(Records provided Opens)

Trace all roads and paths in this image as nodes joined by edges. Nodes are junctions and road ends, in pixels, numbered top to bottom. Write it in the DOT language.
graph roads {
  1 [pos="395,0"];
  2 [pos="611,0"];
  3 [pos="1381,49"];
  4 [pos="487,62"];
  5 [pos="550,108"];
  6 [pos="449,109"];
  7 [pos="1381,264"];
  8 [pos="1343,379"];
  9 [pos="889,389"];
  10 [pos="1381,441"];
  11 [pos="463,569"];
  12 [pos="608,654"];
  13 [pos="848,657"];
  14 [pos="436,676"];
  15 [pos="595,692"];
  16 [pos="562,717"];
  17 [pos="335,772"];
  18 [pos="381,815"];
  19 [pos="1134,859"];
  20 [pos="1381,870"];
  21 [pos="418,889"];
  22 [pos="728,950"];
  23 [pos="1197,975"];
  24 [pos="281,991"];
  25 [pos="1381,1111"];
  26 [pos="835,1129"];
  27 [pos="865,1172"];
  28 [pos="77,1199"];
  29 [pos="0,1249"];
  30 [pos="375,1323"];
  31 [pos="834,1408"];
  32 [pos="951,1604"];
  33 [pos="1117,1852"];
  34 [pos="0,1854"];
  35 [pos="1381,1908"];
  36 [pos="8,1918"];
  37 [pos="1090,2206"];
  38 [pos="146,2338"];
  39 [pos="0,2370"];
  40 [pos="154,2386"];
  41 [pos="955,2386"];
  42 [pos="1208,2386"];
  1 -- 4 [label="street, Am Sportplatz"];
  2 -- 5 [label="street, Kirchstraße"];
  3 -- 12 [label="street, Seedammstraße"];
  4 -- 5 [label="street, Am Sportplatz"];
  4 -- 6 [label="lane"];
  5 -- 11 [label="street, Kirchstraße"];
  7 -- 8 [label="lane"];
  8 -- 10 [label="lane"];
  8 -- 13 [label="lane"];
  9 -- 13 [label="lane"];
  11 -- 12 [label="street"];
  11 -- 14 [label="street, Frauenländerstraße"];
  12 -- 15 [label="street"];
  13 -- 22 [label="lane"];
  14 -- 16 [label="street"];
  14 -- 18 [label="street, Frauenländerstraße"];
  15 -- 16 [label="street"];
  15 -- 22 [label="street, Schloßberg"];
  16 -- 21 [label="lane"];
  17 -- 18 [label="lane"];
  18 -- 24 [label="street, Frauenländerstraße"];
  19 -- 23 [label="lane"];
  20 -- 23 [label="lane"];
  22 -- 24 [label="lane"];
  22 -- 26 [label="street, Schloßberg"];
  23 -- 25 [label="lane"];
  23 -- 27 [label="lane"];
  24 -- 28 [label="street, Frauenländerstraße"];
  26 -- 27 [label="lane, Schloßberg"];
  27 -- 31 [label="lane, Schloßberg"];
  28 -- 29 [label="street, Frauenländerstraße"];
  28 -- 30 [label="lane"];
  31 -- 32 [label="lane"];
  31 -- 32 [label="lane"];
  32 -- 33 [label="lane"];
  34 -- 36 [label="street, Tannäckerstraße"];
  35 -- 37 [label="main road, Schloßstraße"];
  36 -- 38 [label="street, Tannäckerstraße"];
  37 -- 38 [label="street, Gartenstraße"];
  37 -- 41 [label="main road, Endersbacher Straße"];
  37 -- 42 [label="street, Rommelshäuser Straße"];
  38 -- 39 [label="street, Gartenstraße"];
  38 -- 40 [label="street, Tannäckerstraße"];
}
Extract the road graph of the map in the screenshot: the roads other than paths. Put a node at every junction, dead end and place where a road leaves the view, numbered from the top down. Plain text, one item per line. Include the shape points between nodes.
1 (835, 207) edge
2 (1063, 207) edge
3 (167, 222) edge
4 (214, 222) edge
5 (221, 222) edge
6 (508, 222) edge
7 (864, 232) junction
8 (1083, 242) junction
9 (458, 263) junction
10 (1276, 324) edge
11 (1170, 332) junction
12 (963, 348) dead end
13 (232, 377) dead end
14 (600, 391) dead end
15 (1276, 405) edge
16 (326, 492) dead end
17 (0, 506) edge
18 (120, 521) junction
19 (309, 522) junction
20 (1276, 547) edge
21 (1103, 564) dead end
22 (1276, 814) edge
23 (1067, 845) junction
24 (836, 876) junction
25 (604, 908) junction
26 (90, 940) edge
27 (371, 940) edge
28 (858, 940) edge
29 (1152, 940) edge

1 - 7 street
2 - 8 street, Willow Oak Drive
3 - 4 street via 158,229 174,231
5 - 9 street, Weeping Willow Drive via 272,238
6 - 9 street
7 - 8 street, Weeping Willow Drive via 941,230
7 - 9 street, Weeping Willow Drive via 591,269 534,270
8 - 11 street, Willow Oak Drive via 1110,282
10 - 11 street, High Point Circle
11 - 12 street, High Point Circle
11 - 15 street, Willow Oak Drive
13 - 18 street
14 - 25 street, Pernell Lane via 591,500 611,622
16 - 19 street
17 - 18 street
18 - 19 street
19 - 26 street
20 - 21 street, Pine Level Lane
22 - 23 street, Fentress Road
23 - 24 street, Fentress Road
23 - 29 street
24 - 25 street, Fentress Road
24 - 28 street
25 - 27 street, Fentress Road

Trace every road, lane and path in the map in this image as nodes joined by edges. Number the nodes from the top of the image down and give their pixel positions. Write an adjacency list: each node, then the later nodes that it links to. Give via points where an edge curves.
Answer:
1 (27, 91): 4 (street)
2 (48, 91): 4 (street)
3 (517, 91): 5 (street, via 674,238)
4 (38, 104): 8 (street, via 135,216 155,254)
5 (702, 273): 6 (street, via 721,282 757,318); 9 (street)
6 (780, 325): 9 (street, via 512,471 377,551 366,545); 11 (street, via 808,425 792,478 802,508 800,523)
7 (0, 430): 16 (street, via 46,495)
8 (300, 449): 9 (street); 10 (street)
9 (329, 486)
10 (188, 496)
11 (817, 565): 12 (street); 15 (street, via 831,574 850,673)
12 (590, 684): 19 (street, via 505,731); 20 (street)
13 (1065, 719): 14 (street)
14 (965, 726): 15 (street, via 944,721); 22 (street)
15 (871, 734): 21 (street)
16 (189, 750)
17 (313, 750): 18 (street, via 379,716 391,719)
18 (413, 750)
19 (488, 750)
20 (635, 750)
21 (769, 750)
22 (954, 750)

(Records provided Closes)

#### Exercise instructions:
Give all the records again. Match them exactly.

#### Exercise result:
Trace all roads and paths in this image as nodes joined by edges. Nodes are junctions and road ends, in pixels, numbered top to bottom. Write it in the DOT language.
graph roads {
  1 [pos="395,0"];
  2 [pos="611,0"];
  3 [pos="1381,49"];
  4 [pos="487,62"];
  5 [pos="550,108"];
  6 [pos="449,109"];
  7 [pos="1381,264"];
  8 [pos="1343,379"];
  9 [pos="889,389"];
  10 [pos="1381,441"];
  11 [pos="463,569"];
  12 [pos="608,654"];
  13 [pos="848,657"];
  14 [pos="436,676"];
  15 [pos="595,692"];
  16 [pos="562,717"];
  17 [pos="335,772"];
  18 [pos="381,815"];
  19 [pos="1134,859"];
  20 [pos="1381,870"];
  21 [pos="418,889"];
  22 [pos="728,950"];
  23 [pos="1197,975"];
  24 [pos="281,991"];
  25 [pos="1381,1111"];
  26 [pos="835,1129"];
  27 [pos="865,1172"];
  28 [pos="77,1199"];
  29 [pos="0,1249"];
  30 [pos="375,1323"];
  31 [pos="834,1408"];
  32 [pos="951,1604"];
  33 [pos="1117,1852"];
  34 [pos="0,1854"];
  35 [pos="1381,1908"];
  36 [pos="8,1918"];
  37 [pos="1090,2206"];
  38 [pos="146,2338"];
  39 [pos="0,2370"];
  40 [pos="154,2386"];
  41 [pos="955,2386"];
  42 [pos="1208,2386"];
  1 -- 4 [label="street, Am Sportplatz"];
  2 -- 5 [label="street, Kirchstraße"];
  3 -- 12 [label="street, Seedammstraße"];
  4 -- 5 [label="street, Am Sportplatz"];
  4 -- 6 [label="lane"];
  5 -- 11 [label="street, Kirchstraße"];
  7 -- 8 [label="lane"];
  8 -- 10 [label="lane"];
  8 -- 13 [label="lane"];
  9 -- 13 [label="lane"];
  11 -- 12 [label="street"];
  11 -- 14 [label="street, Frauenländerstraße"];
  12 -- 15 [label="street"];
  13 -- 22 [label="lane"];
  14 -- 16 [label="street"];
  14 -- 18 [label="street, Frauenländerstraße"];
  15 -- 16 [label="street"];
  15 -- 22 [label="street, Schloßberg"];
  16 -- 21 [label="lane"];
  17 -- 18 [label="lane"];
  18 -- 24 [label="street, Frauenländerstraße"];
  19 -- 23 [label="lane"];
  20 -- 23 [label="lane"];
  22 -- 24 [label="lane"];
  22 -- 26 [label="street, Schloßberg"];
  23 -- 25 [label="lane"];
  23 -- 27 [label="lane"];
  24 -- 28 [label="street, Frauenländerstraße"];
  26 -- 27 [label="lane, Schloßberg"];
  27 -- 31 [label="lane, Schloßberg"];
  28 -- 29 [label="street, Frauenländerstraße"];
  28 -- 30 [label="lane"];
  31 -- 32 [label="lane"];
  31 -- 32 [label="lane"];
  32 -- 33 [label="lane"];
  34 -- 36 [label="street, Tannäckerstraße"];
  35 -- 37 [label="main road, Schloßstraße"];
  36 -- 38 [label="street, Tannäckerstraße"];
  37 -- 38 [label="street, Gartenstraße"];
  37 -- 41 [label="main road, Endersbacher Straße"];
  37 -- 42 [label="street, Rommelshäuser Straße"];
  38 -- 39 [label="street, Gartenstraße"];
  38 -- 40 [label="street, Tannäckerstraße"];
}
Extract the road graph of the map in the screenshot: the roads other than paths. Put a node at every junction, dead end and place where a road leaves the view, numbered from the top down. Plain text, one item per line. Include the shape points between nodes.
1 (835, 207) edge
2 (1063, 207) edge
3 (167, 222) edge
4 (214, 222) edge
5 (221, 222) edge
6 (508, 222) edge
7 (864, 232) junction
8 (1083, 242) junction
9 (458, 263) junction
10 (1276, 324) edge
11 (1170, 332) junction
12 (963, 348) dead end
13 (232, 377) dead end
14 (600, 391) dead end
15 (1276, 405) edge
16 (326, 492) dead end
17 (0, 506) edge
18 (120, 521) junction
19 (309, 522) junction
20 (1276, 547) edge
21 (1103, 564) dead end
22 (1276, 814) edge
23 (1067, 845) junction
24 (836, 876) junction
25 (604, 908) junction
26 (90, 940) edge
27 (371, 940) edge
28 (858, 940) edge
29 (1152, 940) edge

1 - 7 street
2 - 8 street, Willow Oak Drive
3 - 4 street via 158,229 174,231
5 - 9 street, Weeping Willow Drive via 272,238
6 - 9 street
7 - 8 street, Weeping Willow Drive via 941,230
7 - 9 street, Weeping Willow Drive via 591,269 534,270
8 - 11 street, Willow Oak Drive via 1110,282
10 - 11 street, High Point Circle
11 - 12 street, High Point Circle
11 - 15 street, Willow Oak Drive
13 - 18 street
14 - 25 street, Pernell Lane via 591,500 611,622
16 - 19 street
17 - 18 street
18 - 19 street
19 - 26 street
20 - 21 street, Pine Level Lane
22 - 23 street, Fentress Road
23 - 24 street, Fentress Road
23 - 29 street
24 - 25 street, Fentress Road
24 - 28 street
25 - 27 street, Fentress Road

Trace every road, lane and path in the map in this image as nodes joined by edges. Number the nodes from the top of the image down and give their pixel positions. Write an adjacency list: each node, then the later nodes that it links to. Give via points where an edge curves.
Answer:
1 (27, 91): 4 (street)
2 (48, 91): 4 (street)
3 (517, 91): 5 (street, via 674,238)
4 (38, 104): 8 (street, via 135,216 155,254)
5 (702, 273): 6 (street, via 721,282 757,318); 9 (street)
6 (780, 325): 9 (street, via 512,471 377,551 366,545); 11 (street, via 808,425 792,478 802,508 800,523)
7 (0, 430): 16 (street, via 46,495)
8 (300, 449): 9 (street); 10 (street)
9 (329, 486)
10 (188, 496)
11 (817, 565): 12 (street); 15 (street, via 831,574 850,673)
12 (590, 684): 19 (street, via 505,731); 20 (street)
13 (1065, 719): 14 (street)
14 (965, 726): 15 (street, via 944,721); 22 (street)
15 (871, 734): 21 (street)
16 (189, 750)
17 (313, 750): 18 (street, via 379,716 391,719)
18 (413, 750)
19 (488, 750)
20 (635, 750)
21 (769, 750)
22 (954, 750)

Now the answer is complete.